== Source material ==
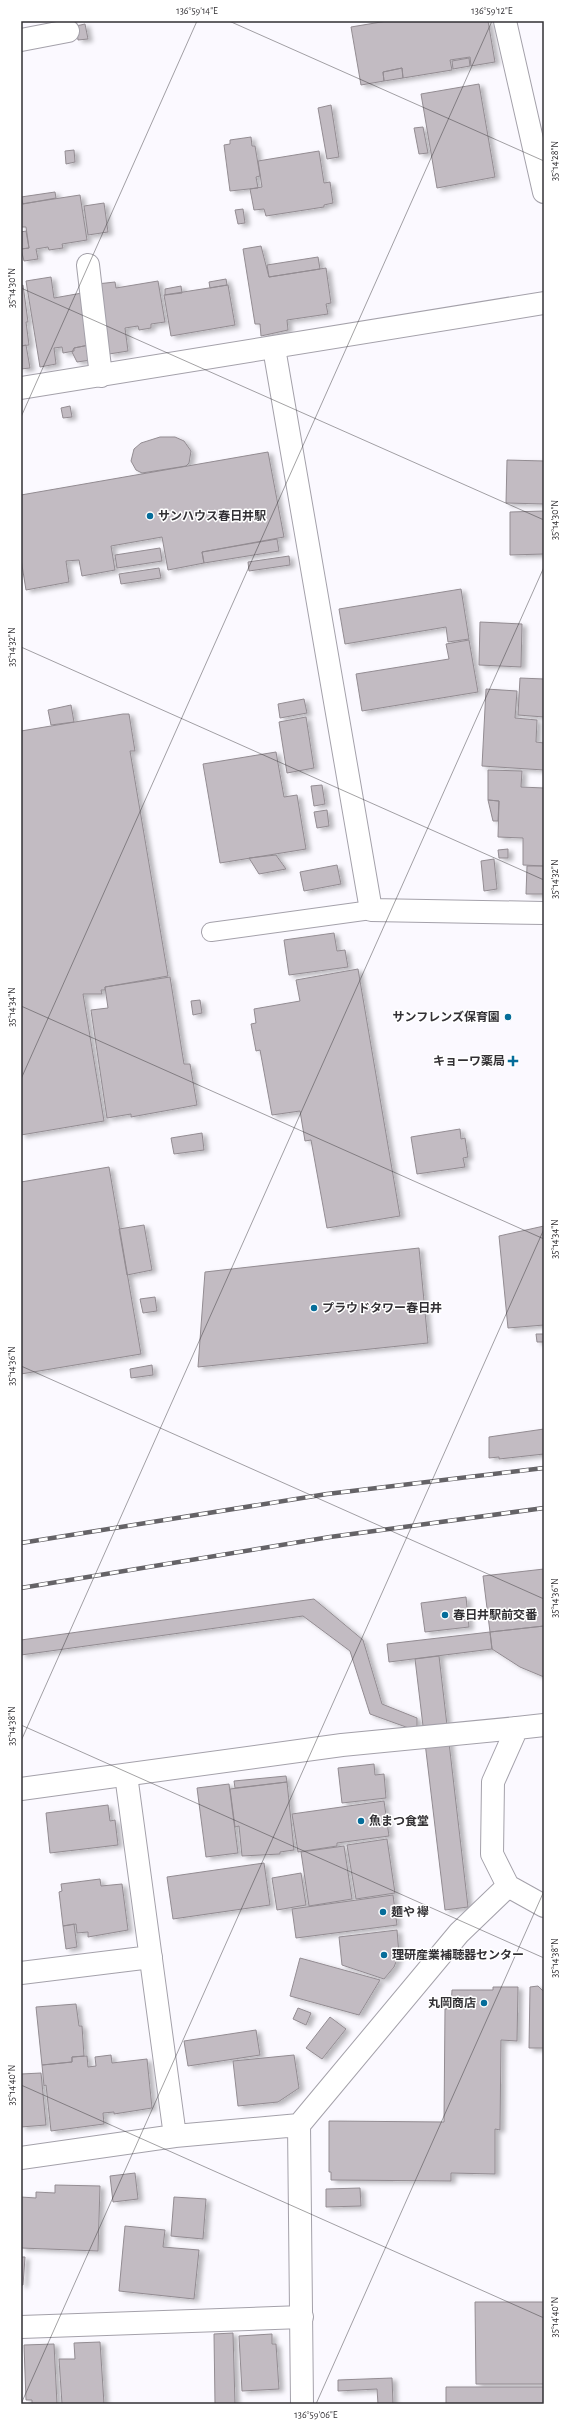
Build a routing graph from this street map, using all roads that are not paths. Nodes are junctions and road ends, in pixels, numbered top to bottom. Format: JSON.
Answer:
{"nodes":[{"id":1,"x":505,"y":21,"type":"edge"},
{"id":2,"x":68,"y":31,"type":"dead end"},
{"id":3,"x":21,"y":40,"type":"edge"},
{"id":4,"x":544,"y":192,"type":"edge"},
{"id":5,"x":88,"y":265,"type":"dead end"},
{"id":6,"x":544,"y":304,"type":"edge"},
{"id":7,"x":274,"y":348,"type":"junction"},
{"id":8,"x":101,"y":376,"type":"junction"},
{"id":9,"x":21,"y":388,"type":"edge"},
{"id":10,"x":371,"y":910,"type":"junction"},
{"id":11,"x":544,"y":913,"type":"edge"},
{"id":12,"x":211,"y":932,"type":"dead end"},
{"id":13,"x":544,"y":1725,"type":"edge"},
{"id":14,"x":517,"y":1728,"type":"junction"},
{"id":15,"x":126,"y":1774,"type":"junction"},
{"id":16,"x":21,"y":1789,"type":"edge"},
{"id":17,"x":508,"y":1886,"type":"junction"},
{"id":18,"x":544,"y":1906,"type":"edge"},
{"id":19,"x":151,"y":1957,"type":"junction"},
{"id":20,"x":21,"y":1973,"type":"edge"},
{"id":21,"x":299,"y":2125,"type":"junction"},
{"id":22,"x":175,"y":2136,"type":"junction"},
{"id":23,"x":21,"y":2158,"type":"edge"},
{"id":24,"x":302,"y":2317,"type":"junction"},
{"id":25,"x":21,"y":2327,"type":"edge"},
{"id":26,"x":302,"y":2404,"type":"edge"}],
"edges":[{"from":1,"to":4,"type":"street"},
{"from":2,"to":3,"type":"street"},
{"from":5,"to":8,"type":"street"},
{"from":6,"to":7,"type":"street"},
{"from":7,"to":8,"type":"street"},
{"from":7,"to":10,"type":"street"},
{"from":8,"to":9,"type":"street"},
{"from":10,"to":11,"type":"street"},
{"from":10,"to":12,"type":"lane"},
{"from":13,"to":14,"type":"street"},
{"from":14,"to":15,"type":"street"},
{"from":14,"to":17,"type":"street"},
{"from":15,"to":16,"type":"street"},
{"from":15,"to":19,"type":"street"},
{"from":17,"to":18,"type":"street"},
{"from":17,"to":21,"type":"street"},
{"from":19,"to":20,"type":"street"},
{"from":19,"to":22,"type":"street"},
{"from":21,"to":22,"type":"street"},
{"from":21,"to":24,"type":"street"},
{"from":22,"to":23,"type":"street"},
{"from":24,"to":25,"type":"street"},
{"from":24,"to":26,"type":"street"}]}
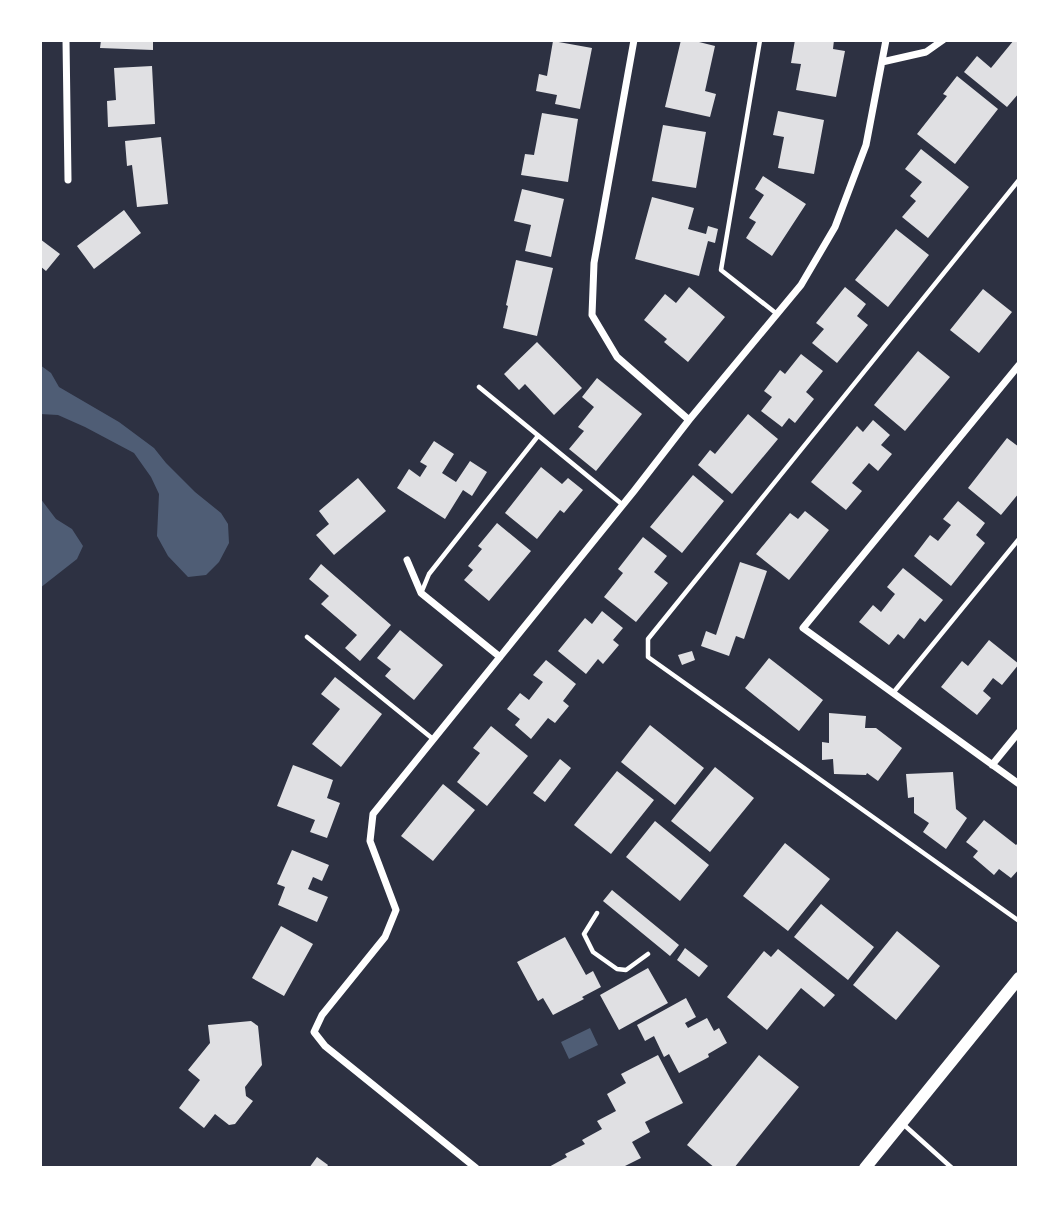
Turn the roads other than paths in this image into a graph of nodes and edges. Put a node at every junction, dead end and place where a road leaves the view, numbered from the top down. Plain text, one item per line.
1 (66, 40) edge
2 (634, 40) edge
3 (760, 40) edge
4 (886, 40) edge
5 (943, 40) edge
6 (882, 62) junction
7 (68, 180) dead end
8 (1019, 180) edge
9 (777, 314) junction
10 (1019, 365) edge
11 (479, 387) dead end
12 (689, 420) junction
13 (538, 436) junction
14 (623, 505) junction
15 (1019, 539) edge
16 (407, 560) dead end
17 (421, 593) junction
18 (307, 637) dead end
19 (500, 657) junction
20 (893, 693) junction
21 (1019, 732) edge
22 (433, 740) junction
23 (992, 765) junction
24 (1019, 784) edge
25 (597, 913) dead end
26 (1019, 921) edge
27 (648, 954) dead end
28 (1019, 978) edge
29 (902, 1122) junction
30 (476, 1168) edge
31 (865, 1168) edge
32 (951, 1168) edge

1 - 7 street
2 - 12 street
3 - 9 lane
4 - 6 street
5 - 6 street
6 - 9 street
8 - 26 lane
9 - 12 street
10 - 20 street
11 - 13 lane
12 - 14 street
13 - 14 lane
13 - 17 lane
14 - 19 street
15 - 20 lane
16 - 17 street
17 - 19 street
18 - 22 lane
19 - 22 street
20 - 23 street
21 - 23 street
22 - 30 street
23 - 24 street
25 - 27 lane
28 - 29 main road
29 - 31 main road
29 - 32 lane

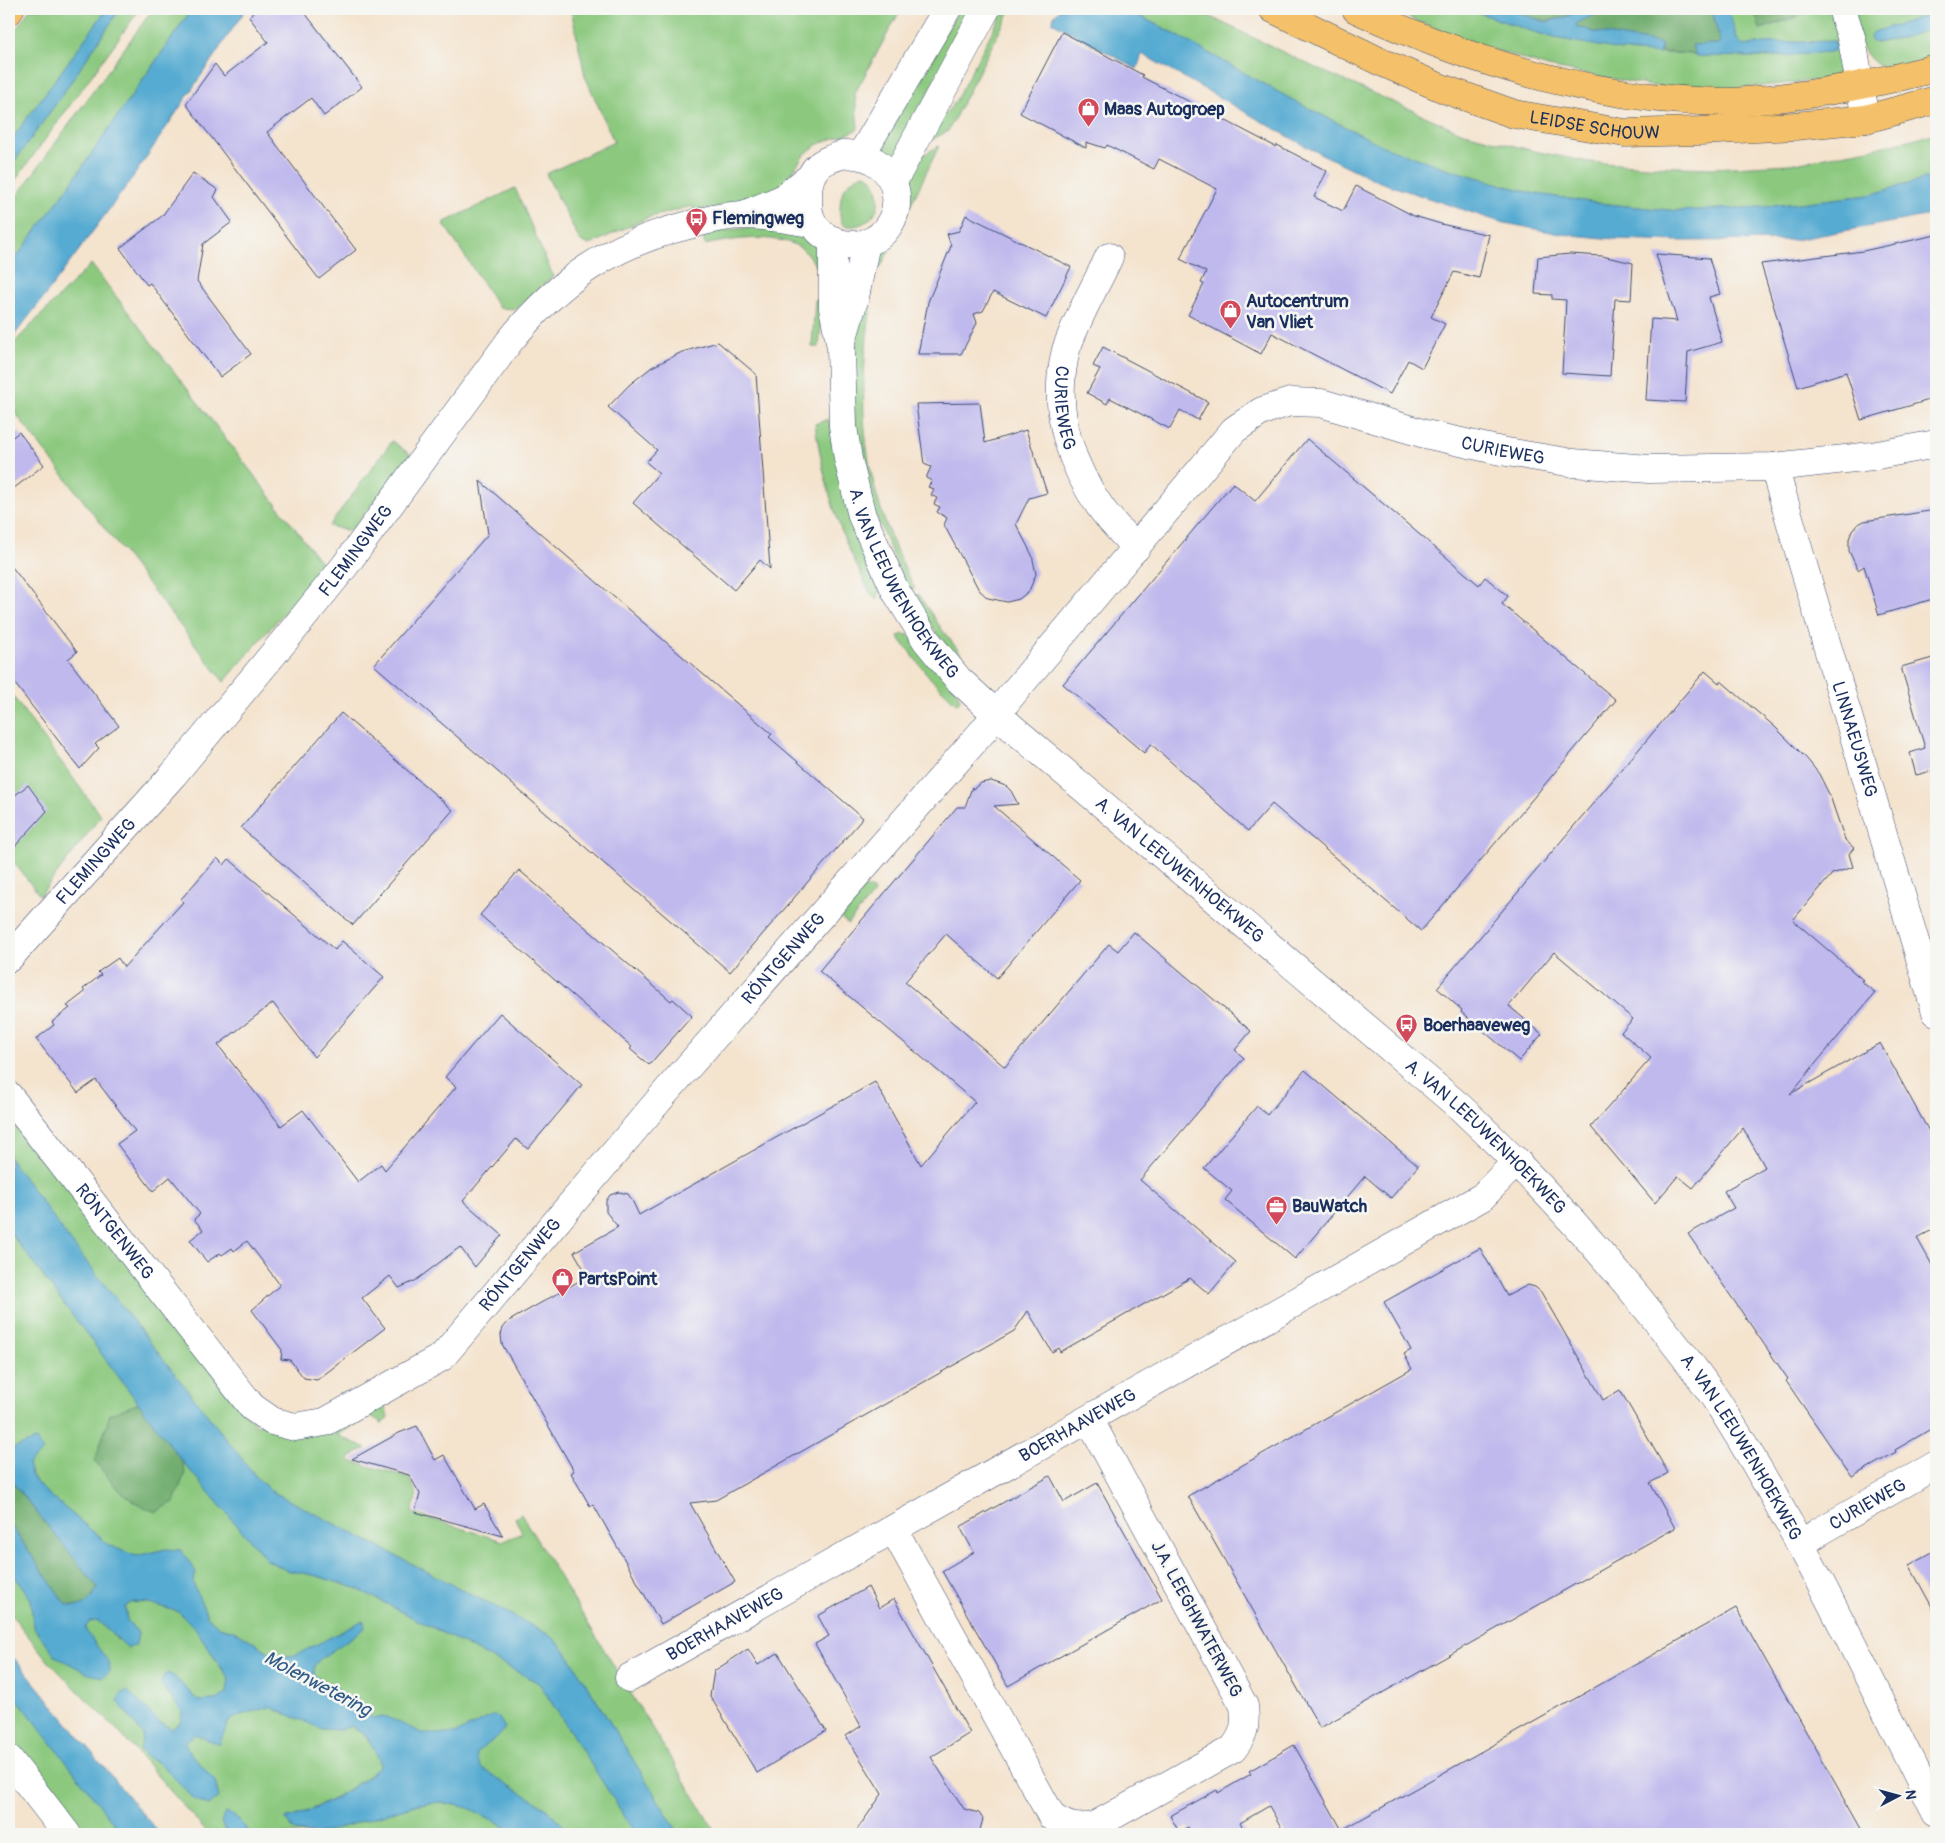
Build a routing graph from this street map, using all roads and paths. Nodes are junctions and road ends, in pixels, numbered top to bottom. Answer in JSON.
{"nodes":[{"id":1,"x":947,"y":9,"type":"edge"},
{"id":2,"x":986,"y":9,"type":"edge"},
{"id":3,"x":1273,"y":9,"type":"edge"},
{"id":4,"x":1356,"y":9,"type":"edge"},
{"id":5,"x":1842,"y":9,"type":"edge"},
{"id":6,"x":1936,"y":68,"type":"edge"},
{"id":7,"x":1861,"y":85,"type":"junction"},
{"id":8,"x":1936,"y":100,"type":"edge"},
{"id":9,"x":1866,"y":119,"type":"junction"},
{"id":10,"x":862,"y":156,"type":"junction"},
{"id":11,"x":809,"y":178,"type":"junction"},
{"id":12,"x":893,"y":182,"type":"junction"},
{"id":13,"x":744,"y":215,"type":"junction"},
{"id":14,"x":823,"y":231,"type":"junction"},
{"id":15,"x":866,"y":244,"type":"junction"},
{"id":16,"x":1109,"y":258,"type":"dead end"},
{"id":17,"x":841,"y":347,"type":"junction"},
{"id":18,"x":1936,"y":444,"type":"edge"},
{"id":19,"x":1774,"y":467,"type":"junction"},
{"id":20,"x":1136,"y":548,"type":"junction"},
{"id":21,"x":996,"y":714,"type":"junction"},
{"id":22,"x":9,"y":958,"type":"edge"},
{"id":23,"x":1936,"y":1012,"type":"edge"},
{"id":24,"x":9,"y":1096,"type":"edge"},
{"id":25,"x":1517,"y":1161,"type":"junction"},
{"id":26,"x":1089,"y":1419,"type":"junction"},
{"id":27,"x":1936,"y":1465,"type":"edge"},
{"id":28,"x":894,"y":1530,"type":"junction"},
{"id":29,"x":1800,"y":1545,"type":"junction"},
{"id":30,"x":629,"y":1678,"type":"dead end"},
{"id":31,"x":9,"y":1759,"type":"edge"},
{"id":32,"x":1936,"y":1812,"type":"edge"},
{"id":33,"x":66,"y":1834,"type":"edge"}],
"edges":[{"from":1,"to":10,"type":"street"},
{"from":2,"to":12,"type":"street"},
{"from":3,"to":9,"type":"main road","name":"LEIDSE SCHOUW"},
{"from":4,"to":7,"type":"main road","name":"LEIDSE SCHOUW"},
{"from":5,"to":7,"type":"street"},
{"from":6,"to":7,"type":"main road","name":"LEIDSE SCHOUW"},
{"from":7,"to":9,"type":"street"},
{"from":8,"to":9,"type":"main road","name":"LEIDSE SCHOUW"},
{"from":10,"to":11,"type":"street"},
{"from":10,"to":12,"type":"street"},
{"from":11,"to":13,"type":"street","name":"FLEMINGWEG"},
{"from":11,"to":14,"type":"street"},
{"from":12,"to":15,"type":"street"},
{"from":13,"to":14,"type":"street","name":"FLEMINGWEG"},
{"from":13,"to":22,"type":"street","name":"FLEMINGWEG"},
{"from":14,"to":15,"type":"street"},
{"from":14,"to":17,"type":"street","name":"A. VAN LEEUWENHOEKWEG"},
{"from":15,"to":17,"type":"street","name":"A. VAN LEEUWENHOEKWEG"},
{"from":16,"to":20,"type":"street","name":"CURIEWEG"},
{"from":17,"to":21,"type":"street","name":"A. VAN LEEUWENHOEKWEG"},
{"from":18,"to":19,"type":"street","name":"CURIEWEG"},
{"from":19,"to":20,"type":"street","name":"CURIEWEG"},
{"from":19,"to":23,"type":"street","name":"LINNAEUSWEG"},
{"from":20,"to":21,"type":"street","name":"CURIEWEG"},
{"from":21,"to":24,"type":"street","name":"RÖNTGENWEG"},
{"from":21,"to":25,"type":"street","name":"A. VAN LEEUWENHOEKWEG"},
{"from":25,"to":26,"type":"street","name":"BOERHAAVEWEG"},
{"from":25,"to":29,"type":"street","name":"A. VAN LEEUWENHOEKWEG"},
{"from":26,"to":28,"type":"street","name":"BOERHAAVEWEG"},
{"from":26,"to":28,"type":"street","name":"J.A. LEEGHWATERWEG"},
{"from":27,"to":29,"type":"street","name":"CURIEWEG"},
{"from":28,"to":30,"type":"street","name":"BOERHAAVEWEG"},
{"from":29,"to":32,"type":"street","name":"A. VAN LEEUWENHOEKWEG"},
{"from":31,"to":33,"type":"street"}]}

== Aim of the exercise ==
All lines of the records above that carry the word "using" should be listed.

== Task answer ==
Build a routing graph from this street map, using all roads that are not paths. Nodes are junctions and road ends, in pixels, numbered top to bottom. Format: JSON.
Build a routing graph from this street map, using all roads and paths. Nodes are junctions and road ends, in pixels, numbered top to bottom. Answer in JSON.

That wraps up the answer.